Within `TRANSCRIBING` the worker executes these sub-stages in order:

| # | Stage                    | Service                           | Notes                                                                        |
| - | ------------------------ | --------------------------------- | ---------------------------------------------------------------------------- |
| 1 | `AUDIO_PREPROCESSED`     | `AudioPreprocessingService`       | Mono · 16 kHz · loudnorm · denoise.
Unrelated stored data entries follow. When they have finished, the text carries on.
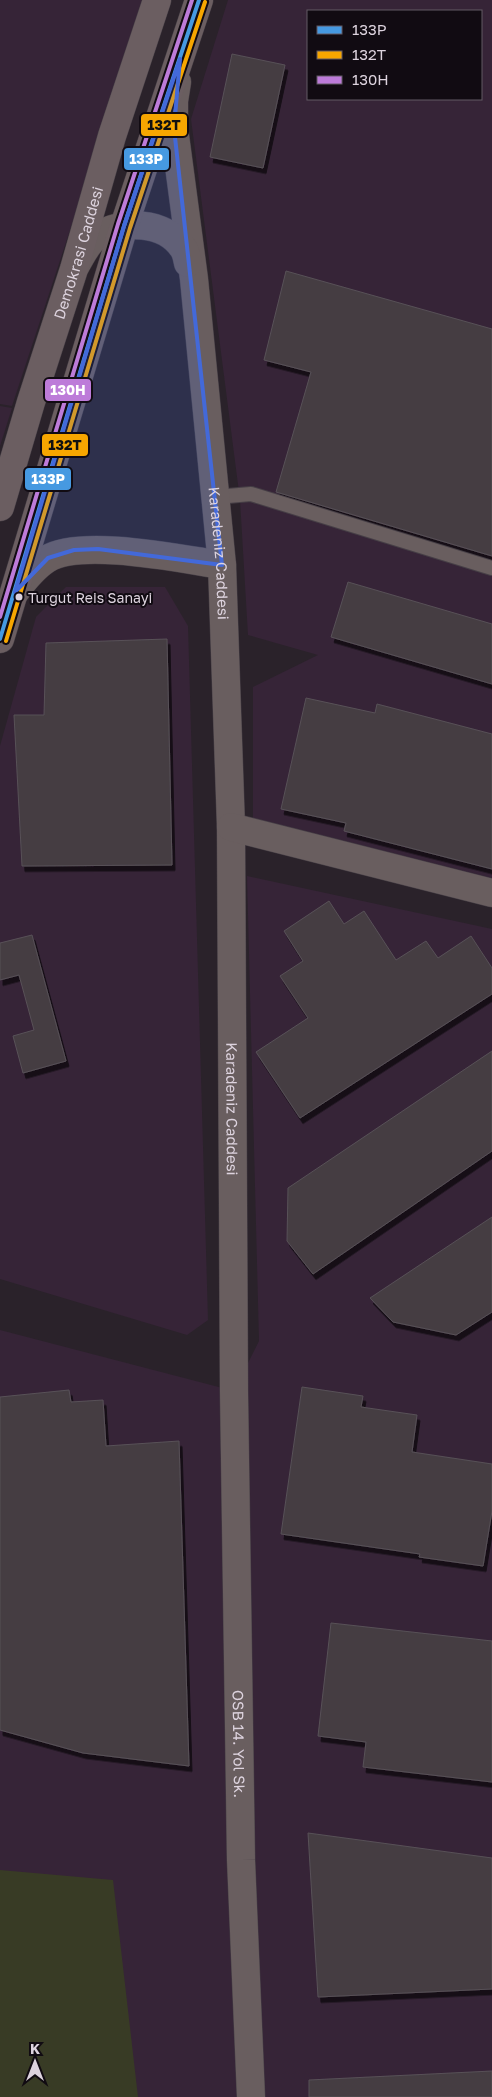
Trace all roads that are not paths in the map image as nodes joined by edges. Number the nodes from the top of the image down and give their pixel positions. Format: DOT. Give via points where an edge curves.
graph roads {
  1 [pos="157,0"];
  2 [pos="199,0"];
  3 [pos="180,59"];
  4 [pos="124,226"];
  5 [pos="74,269"];
  6 [pos="194,279"];
  7 [pos="216,497"];
  8 [pos="0,507"];
  9 [pos="222,565"];
  10 [pos="492,568"];
  11 [pos="14,592"];
  12 [pos="0,639"];
  13 [pos="231,827"];
  14 [pos="492,893"];
  15 [pos="234,1392"];
  16 [pos="251,2097"];
  1 -- 5 [label="main road, Demokrasi Caddesi" via="112,136"];
  2 -- 3 [label="main road"];
  3 -- 4 [label="main road"];
  3 -- 6 [label="street, Karadeniz Caddesi" via="174,128"];
  4 -- 5 [label="street, Karadeniz Caddesi" via="95,238"];
  4 -- 6 [label="street, Karadeniz Caddesi" via="158,228 172,237 184,249"];
  4 -- 11 [label="main road"];
  5 -- 8 [label="main road, Demokrasi Caddesi"];
  6 -- 7 [label="street, Karadeniz Caddesi"];
  7 -- 9 [label="street, Karadeniz Caddesi"];
  7 -- 10 [label="lane" via="251,494"];
  9 -- 11 [label="street" via="98,549 74,550 48,558 32,570"];
  9 -- 13 [label="street, Karadeniz Caddesi"];
  11 -- 12 [label="main road"];
  13 -- 14 [label="street"];
  13 -- 15 [label="street, Karadeniz Caddesi"];
  15 -- 16 [label="street, OSB 14. Yol Sk." via="241,1860"];
}
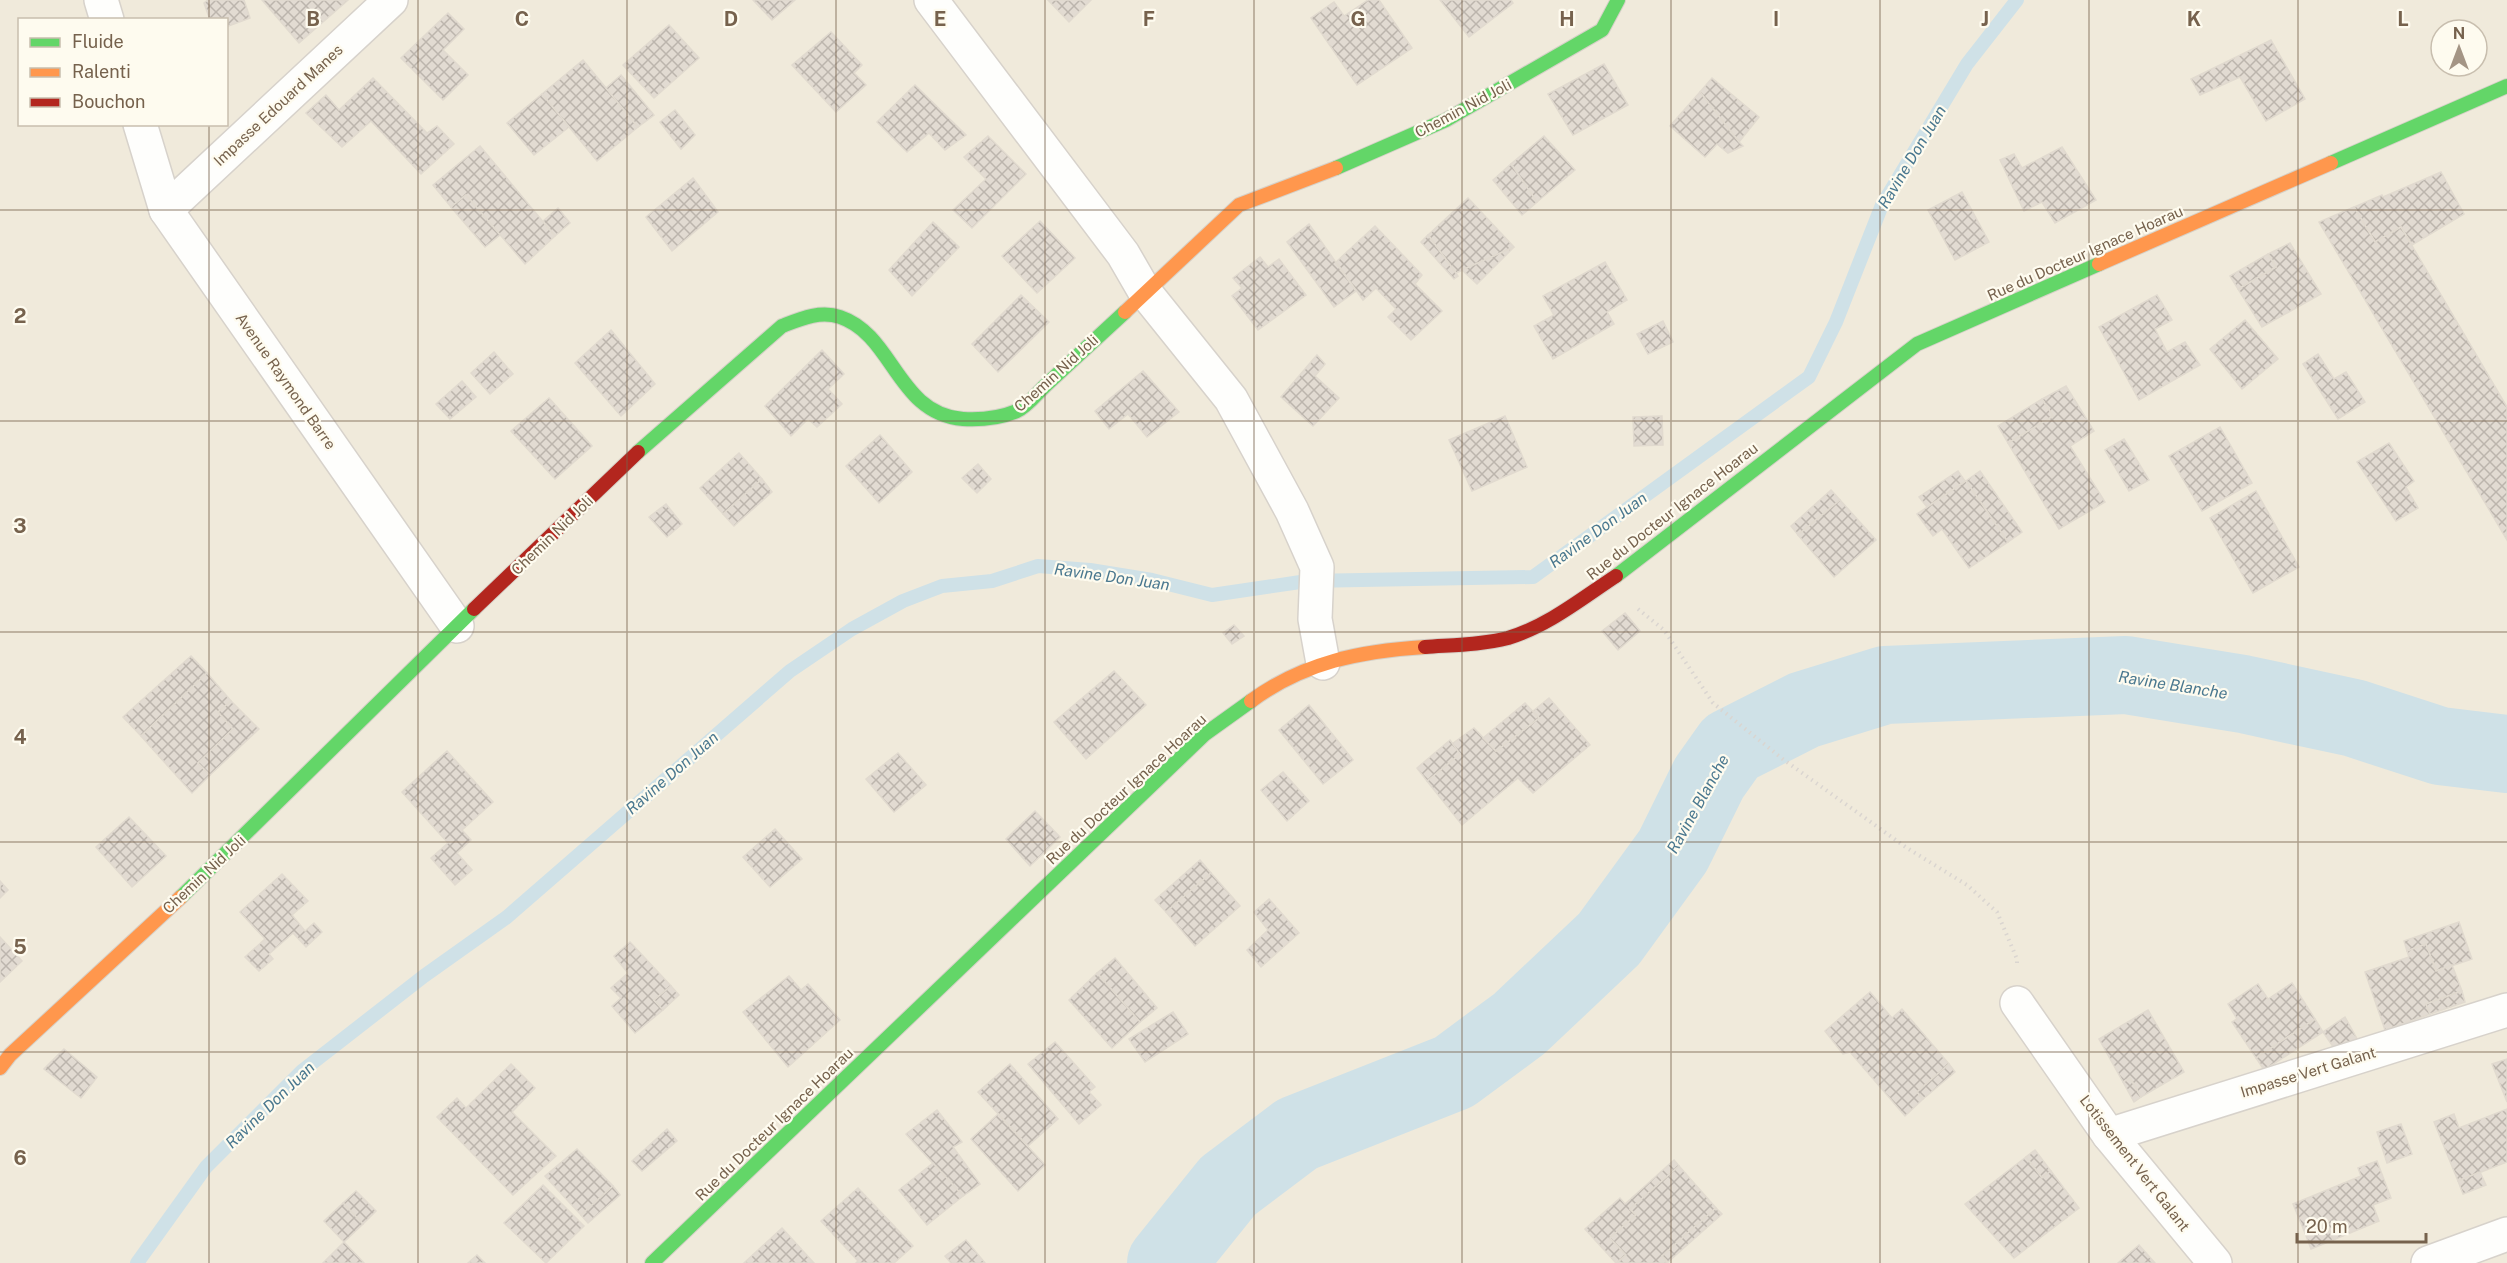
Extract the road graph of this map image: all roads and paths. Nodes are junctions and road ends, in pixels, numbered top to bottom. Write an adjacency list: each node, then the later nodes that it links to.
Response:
1 (101, 0): 5 (street)
2 (391, 0): 8 (street, Impasse Edouard Manes)
3 (931, 0): 9 (street)
4 (1618, 0): 9 (street, Chemin Nid Joli)
5 (106, 18)
6 (2507, 86): 10 (street, Rue du Docteur Ignace Hoarau)
7 (141, 126): 8 (street, Avenue Raymond Barre)
8 (166, 210): 11 (street, Avenue Raymond Barre)
9 (1145, 292): 11 (street, Chemin Nid Joli); 12 (street)
10 (1608, 583): 12 (street, Rue du Docteur Ignace Hoarau); 13 (path)
11 (456, 626): 15 (street, Chemin Nid Joli)
12 (1323, 663): 18 (street, Rue du Docteur Ignace Hoarau)
13 (2017, 1003): 16 (street, Lotissement Vert Galant)
14 (2507, 1010): 16 (street, Impasse Vert Galant)
15 (0, 1068)
16 (2109, 1135): 19 (street, Lotissement Vert Galant)
17 (2507, 1234): 20 (street)
18 (652, 1263)
19 (2215, 1263)
20 (2428, 1263)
Falls back to original audio on failure. |
| 2 | `DIARIZED`               | `DiarizationService` (pyannoteAI) | Optional. Hints `numSpeakers: 2` for phone calls.                            |
| 3 | `TRANSCRIBED`            | `TranscriptionClient` (Lemonfox)  | Word-level Whisper output. Optionally async via callback.                    |
| 4 | `TRANSCRIPT_ALIGNED`     | `TranscriptAlignmentService`      | Word ⨯ diarization-turn overlap.                                             |
| 5 | `TRANSCRIPT_NORMALIZED`  | `TranscriptNormalizationService`  | Stable `spk_N` IDs, segment merging, stutter cleanup.                        |
| 6 | `VOICE_MATCH_STARTED`    | `VoiceMatchService`               | Optional. Pre-labels the authenticated user if a voice profile exists.       |
| 7 | `SPEAKER_REFINED`        | `SpeakerNameResolutionService`    | Names speakers from metadata + voice match + transcript text.                |
| 8 | `ANALYZED`               | `AnalysisClient` (OpenAI)         | Structured business analysis.                                                |
| 9 | `ACTION_ITEMS_EXTRACTED` | `ActionItemService`               | Persists action items.                                                       |

Each is wrapped in a `ProcessingEventLogger` event and a `ScryonMetrics` timer.

## State machine

| Status         | Meaning                                                              |
| -------------- | -------------------------------------------------------------------- |
| `QUEUED`       | Accepted by the API; awaiting worker pickup.                         |
| `TRANSCRIBING` | One of the pipeline stages above is in flight.                       |
| `ANALYZING`    | The LLM is producing the analysis.                                   |
| `COMPLETED`    | All artifacts persisted; transcripts and analysis are queryable.     |
| `FAILED`       | A non-recoverable error; `errorReason` carries a short, opaque code. |

Transitions are persisted by `CallPersistenceService` and are guarded so a worker restart never produces a divergent state.

## Idempotency

* Workers claim rows with `SELECT ... FOR UPDATE SKIP LOCKED`.
* Every artifact write is keyed by `(callId, artifactType)` and replaces in place.
* Re-running the pipeline on a `COMPLETED` call is a deliberate, idempotent operation that re-uses prior artifacts where possible (see `CallProcessingService.runPipeline`).

## Failure handling

| Failure                   | Behaviour                                                                             |
| ------------------------- | ------------------------------------------------------------------------------------- |
| Preprocessing (ffmpeg)    | Log + skip; use original audio.                                                       |
| Diarization               | Log + fall back to Lemonfox built-in diarization (single-speaker if it can't either). |
| Transcription             | Hard fail. The call moves to `FAILED`.                                                |
| Alignment / normalization | Hard fail.                                                                            |
| Voice match               | Soft fail; transcript still ships, no `VOICE_EMBEDDING` label.                        |
| Speaker resolution        | Soft fail; transcript ships with `Speaker N` labels.                                  |
| Analysis                  | Hard fail.                                                                            |
| Action items              | Soft fail; transcript and analysis still surfaced.                                    |

Stuck rows are reaped by `StaleJobSweeper` after `SCRYON_STALE_JOB_TIMEOUT_MINUTES`.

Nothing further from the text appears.